Está en la página 1de 9

La sombra del yacaré

“¿Alguna vez mataron un elefante? Yo sí. Y no me alcanzarán los años

ni la vida para dejar de arrepentirme”. Así comenzaba un cuento que leía

cuando era chico, antes de ir a dormir, y que formaba parte de una antología de

relatos infantiles. Era un libro mágico, con ilustraciones de piratas y sultanes, e

historias de aventuras que sucedían en países lejanos. Una puerta a otro

mundo. Y ese comienzo, no sé por qué, me quedó grabado. El protagonista

había conocido el horror que implica matar a un animal sagrado, y había

quedado marcado. No. Yo nunca maté un elefante. Pero maté un yacaré… y

siento que no me alcanzarán los años ni la vida para dejar de arrepentirme.

Si tuviera que empezar por algún lado, empezaría por mi casa. Ese día

era mi cumple de diez. Los papelitos con los colores de Boca Juniors

adornaban las rejas de la entrada. Mamá iba de acá para allá, llevando y

trayendo las fuentes que volvían cargadas de pizza como por arte de magia,

mientras yo jugaba a la pelota en la calle con mis amigos de la escuela. Las

chicas jugaban en la pieza de mi hermana, donde podían pasar largas horas, y

nunca sabíamos bien lo que hacían ahí adentro.
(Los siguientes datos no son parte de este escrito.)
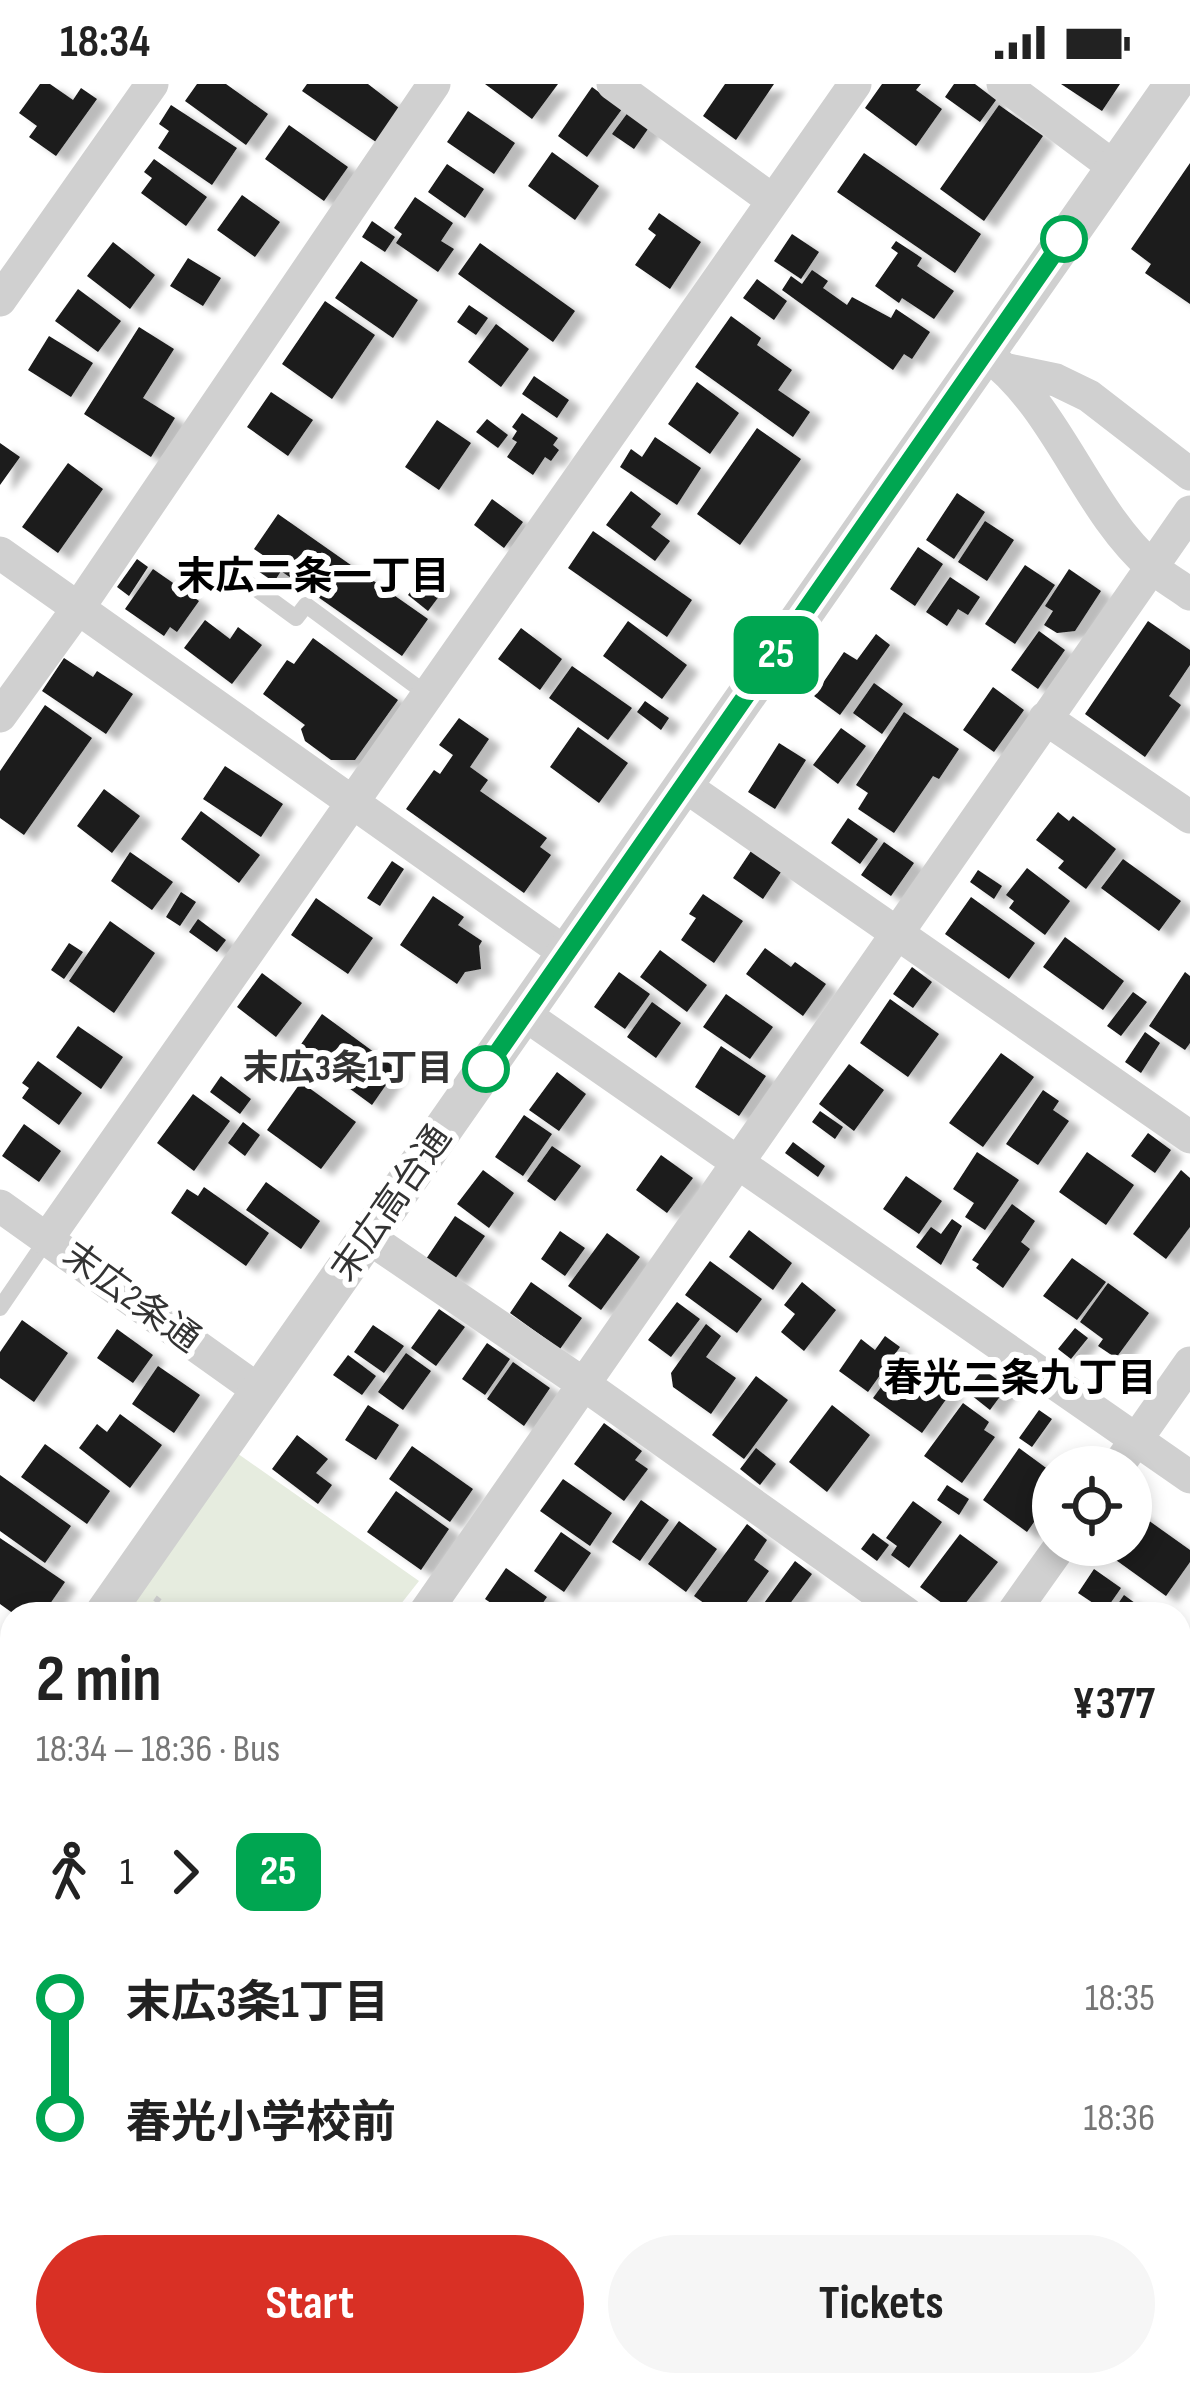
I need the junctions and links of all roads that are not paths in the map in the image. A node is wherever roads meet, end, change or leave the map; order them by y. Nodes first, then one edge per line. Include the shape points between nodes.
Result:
1 (434, 84) edge
2 (614, 84) edge
3 (855, 84) edge
4 (1003, 84) edge
5 (143, 87) edge
6 (1177, 97) edge
7 (1114, 167) junction
8 (772, 200) junction
9 (1, 296) edge
10 (997, 362) junction
11 (1190, 474) edge
12 (1190, 512) edge
13 (0, 553) edge
14 (1151, 567) junction
15 (241, 578) dead end
16 (1190, 594) edge
17 (79, 607) junction
18 (428, 695) junction
19 (0, 716) edge
20 (1045, 718) junction
21 (685, 786) junction
22 (353, 804) junction
23 (1190, 817) edge
24 (896, 930) junction
25 (566, 954) junction
26 (524, 1014) junction
27 (1190, 1137) edge
28 (737, 1160) junction
29 (0, 1206) edge
30 (369, 1238) junction
31 (47, 1239) junction
32 (0, 1308) edge
33 (1190, 1363) edge
34 (582, 1383) junction
35 (261, 1392) junction
36 (1118, 1446) edge
37 (1132, 1446) edge
38 (1152, 1463) edge
39 (1190, 1477) edge
40 (1046, 1566) edge
41 (112, 1602) edge
42 (439, 1602) edge
43 (890, 1602) edge
44 (1021, 1602) edge

1 - 17 street
2 - 8 street
3 - 8 street
4 - 7 street
5 - 9 street
6 - 7 street, 末広高台通
7 - 10 street, 末広高台通
8 - 18 street
10 - 11 street via 1089,396
10 - 14 street
10 - 21 street, 末広高台通
12 - 14 street
13 - 17 street
14 - 16 street
14 - 20 street
15 - 18 lane via 296,618 306,605
17 - 19 street
17 - 22 street
18 - 22 street
20 - 23 street
20 - 24 street
21 - 24 street
21 - 25 street, 末広高台通
22 - 25 street
22 - 31 street
24 - 27 street
24 - 28 street
25 - 26 street, 末広高台通
26 - 28 street
26 - 30 street, 末広高台通
28 - 34 street
28 - 36 street
29 - 31 street, 末広2条通
30 - 34 street
30 - 35 street, 末広高台通
31 - 32 lane
31 - 35 street, 末広2条通
33 - 37 street
34 - 42 street
34 - 43 street
35 - 41 street, 末広高台通
38 - 39 street
40 - 44 street

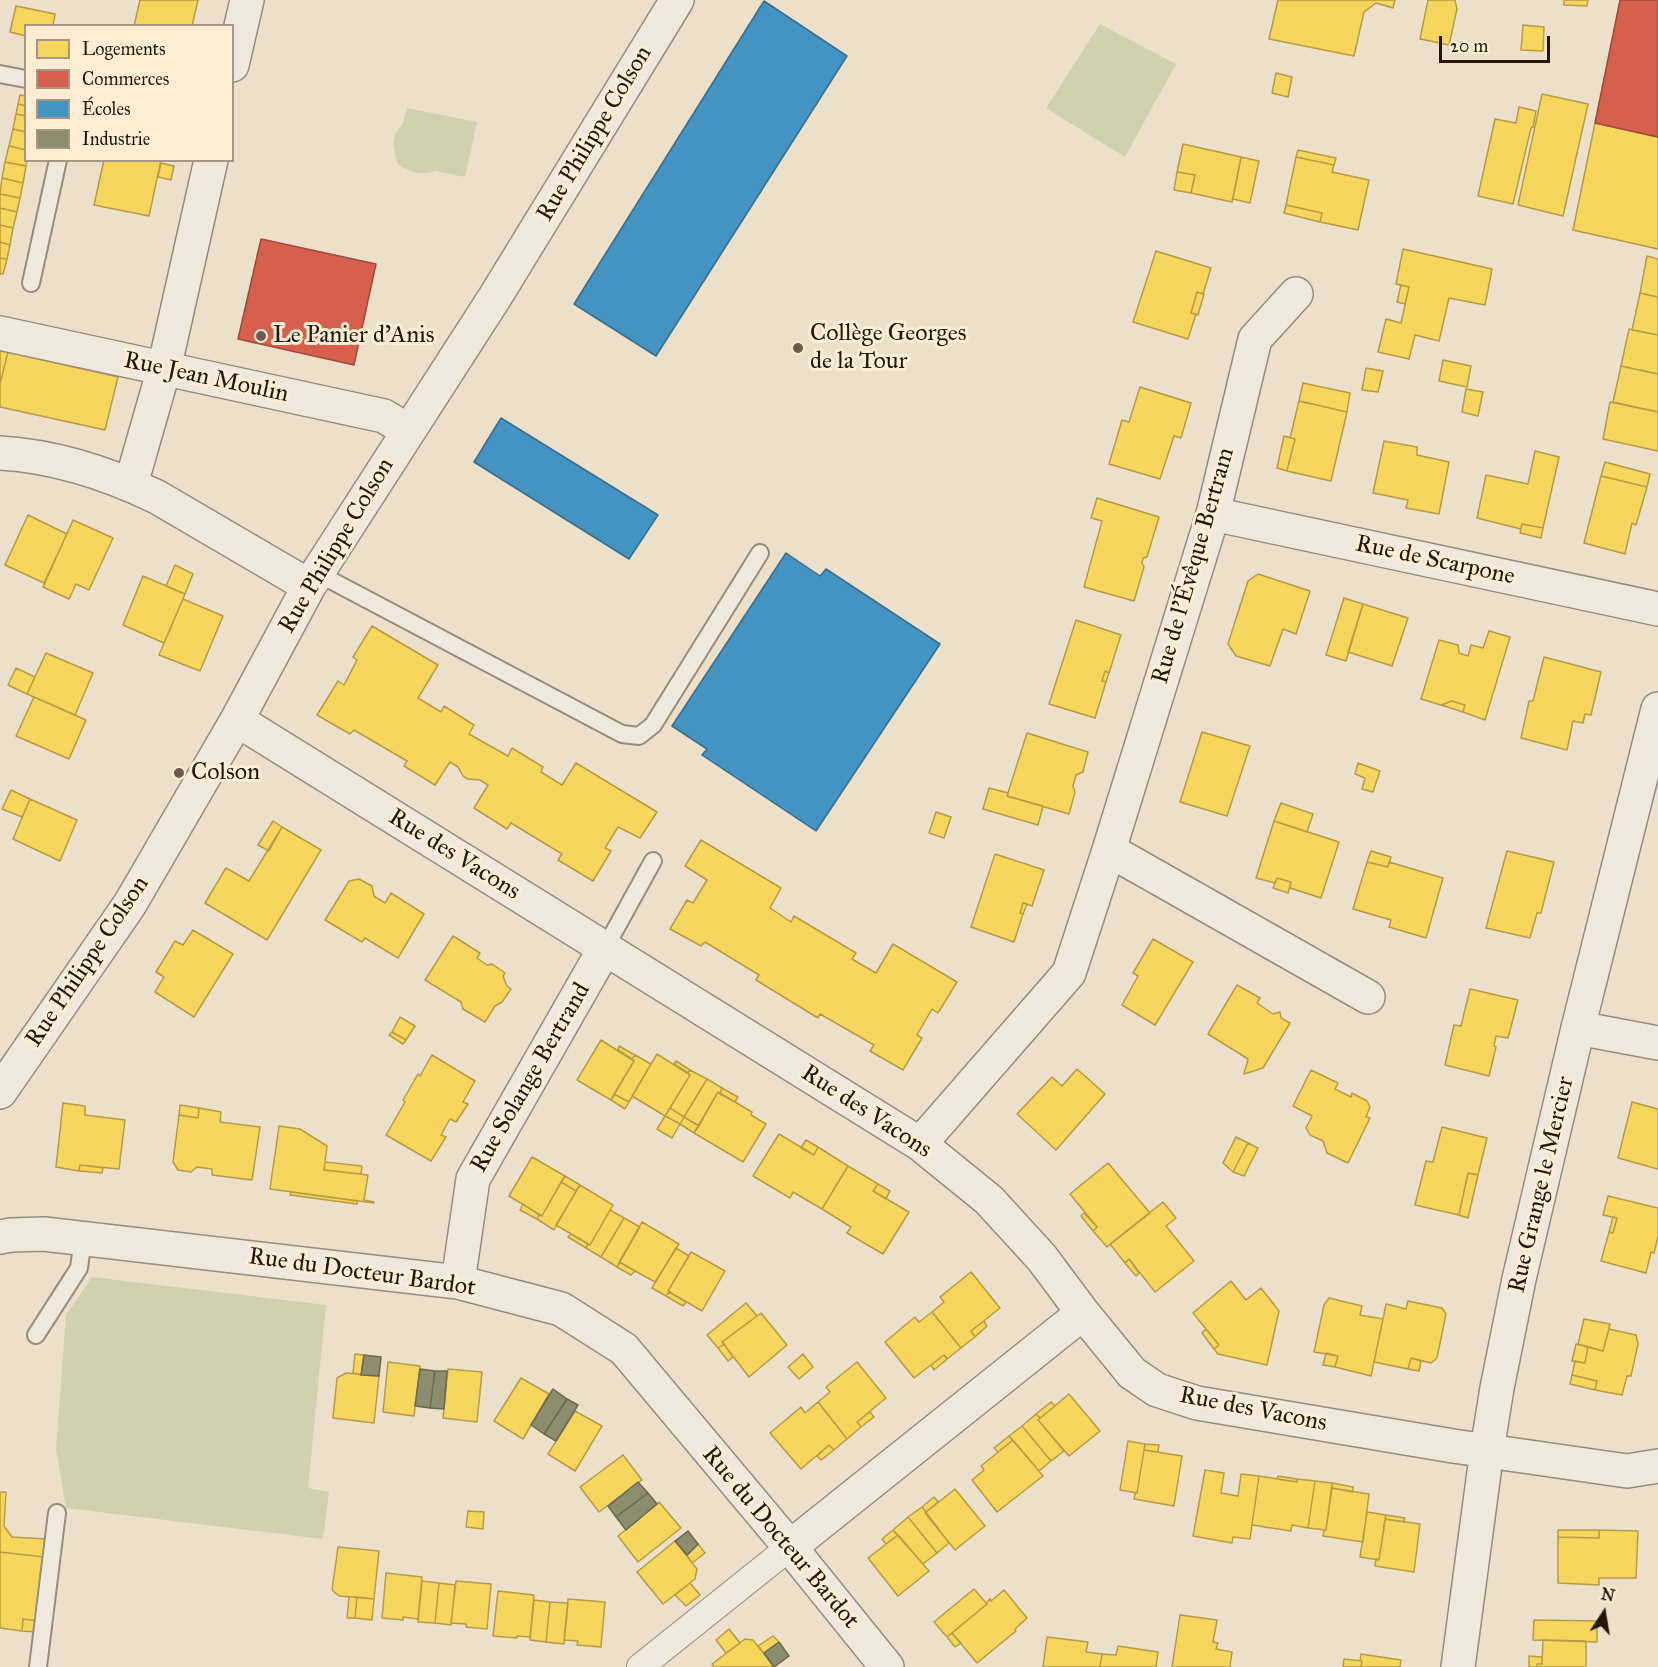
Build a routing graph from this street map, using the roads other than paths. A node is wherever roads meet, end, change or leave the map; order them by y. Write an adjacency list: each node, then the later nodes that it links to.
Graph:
1 (247, 0): 3 (street)
2 (676, 0): 12 (street, Rue Philippe Colson)
3 (234, 56)
4 (0, 74): 5 (lane)
5 (24, 80)
6 (58, 162): 8 (lane)
7 (211, 162): 11 (street)
8 (31, 283)
9 (1296, 294): 15 (street, Rue de l'Évêque Bertram)
10 (0, 333): 11 (street, Rue Jean Moulin)
11 (164, 369): 12 (street, Rue Jean Moulin); 14 (street)
12 (408, 431): 17 (street, Rue Philippe Colson)
13 (0, 453): 14 (street)
14 (131, 484): 17 (street)
15 (1213, 514): 18 (street, Rue de Scarpone); 21 (street, Rue de l'Évêque Bertram)
16 (760, 553): 17 (lane)
17 (313, 580): 20 (street, Rue Philippe Colson)
18 (1658, 609)
19 (1658, 709): 25 (street, Rue Grange le Mercier)
20 (237, 720): 23 (street, Rue des Vacons); 27 (street, Rue Philippe Colson)
21 (1109, 850): 24 (street); 28 (street, Rue de l'Évêque Bertram)
22 (653, 861): 23 (lane)
23 (605, 948): 28 (street, Rue des Vacons); 31 (street, Rue Solange Bertrand)
24 (1368, 997)
25 (1578, 1028): 26 (street); 34 (street, Rue Grange le Mercier)
26 (1658, 1043)
27 (0, 1092)
28 (921, 1144): 32 (street, Rue des Vacons)
29 (0, 1237): 30 (street, Rue du Docteur Bardot)
30 (83, 1238): 31 (street, Rue du Docteur Bardot); 33 (lane)
31 (458, 1282): 37 (street, Rue du Docteur Bardot)
32 (1083, 1313): 34 (street, Rue des Vacons); 37 (street)
33 (36, 1335)
34 (1487, 1450): 35 (street, Rue des Vacons); 41 (street, Rue Grange le Mercier)
35 (1658, 1466)
36 (57, 1513): 38 (lane)
37 (789, 1547): 39 (street); 40 (street, Rue du Docteur Bardot)
38 (38, 1667)
39 (640, 1667)
40 (886, 1667)
41 (1458, 1667)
El calor era infernal esa tarde, y estábamos muy lejos de ser de esas

familias con pileta que pueden darse lujo de zambullirse en el patio de su casa

o en su quinta de los alrededores. La tierra se nos pegaba a las zapatillas,

adentro de las medias, en los calzoncillos y en la cara, de manera que para

cuando nos llamaron a comer éramos una mugre, una mezcla de transpiración

y de barro que venían a ser sobre nuestros cuerpos una misma masa
compacta. Mamá rezongaba al vernos llegar en ese estado. Decía que éramos

una manga de impresentables. «Y una que los peina pa’ la foto…» se

lamentaba con las vecinas, mientras intentaba me sacudía el polvo de la

camisa. Las amigas de mi hermana, por su parte, llegaban hechas unas

duquesas, todas perfumadas, y entre risas y cuchicheos se sentaban en la

mesa.

En un momento Papá propuso un brindis. Estaba como siempre en la

cabecera, sentado junto al abuelo y el tío Rafa. «Mi hijo ya es un hombrecito»,

dijo en voz alta, para que todos escucharan. Después de eso me cantaron el

feliz cumpleaños y cortaron la torta. Mientras todos comían el abuelo me hizo

señas para que me acercara.

Yo sabía que era para darme plata: todos los cumpleaños el abuelo me

regalaba unos pesos a escondidas, como si en realidad me estuviera

apretando la mano. Tenía la idea de que si papá se enteraba después iba a

ratonear, y no me iba a dar para la merienda del recreo o cosas por el estilo.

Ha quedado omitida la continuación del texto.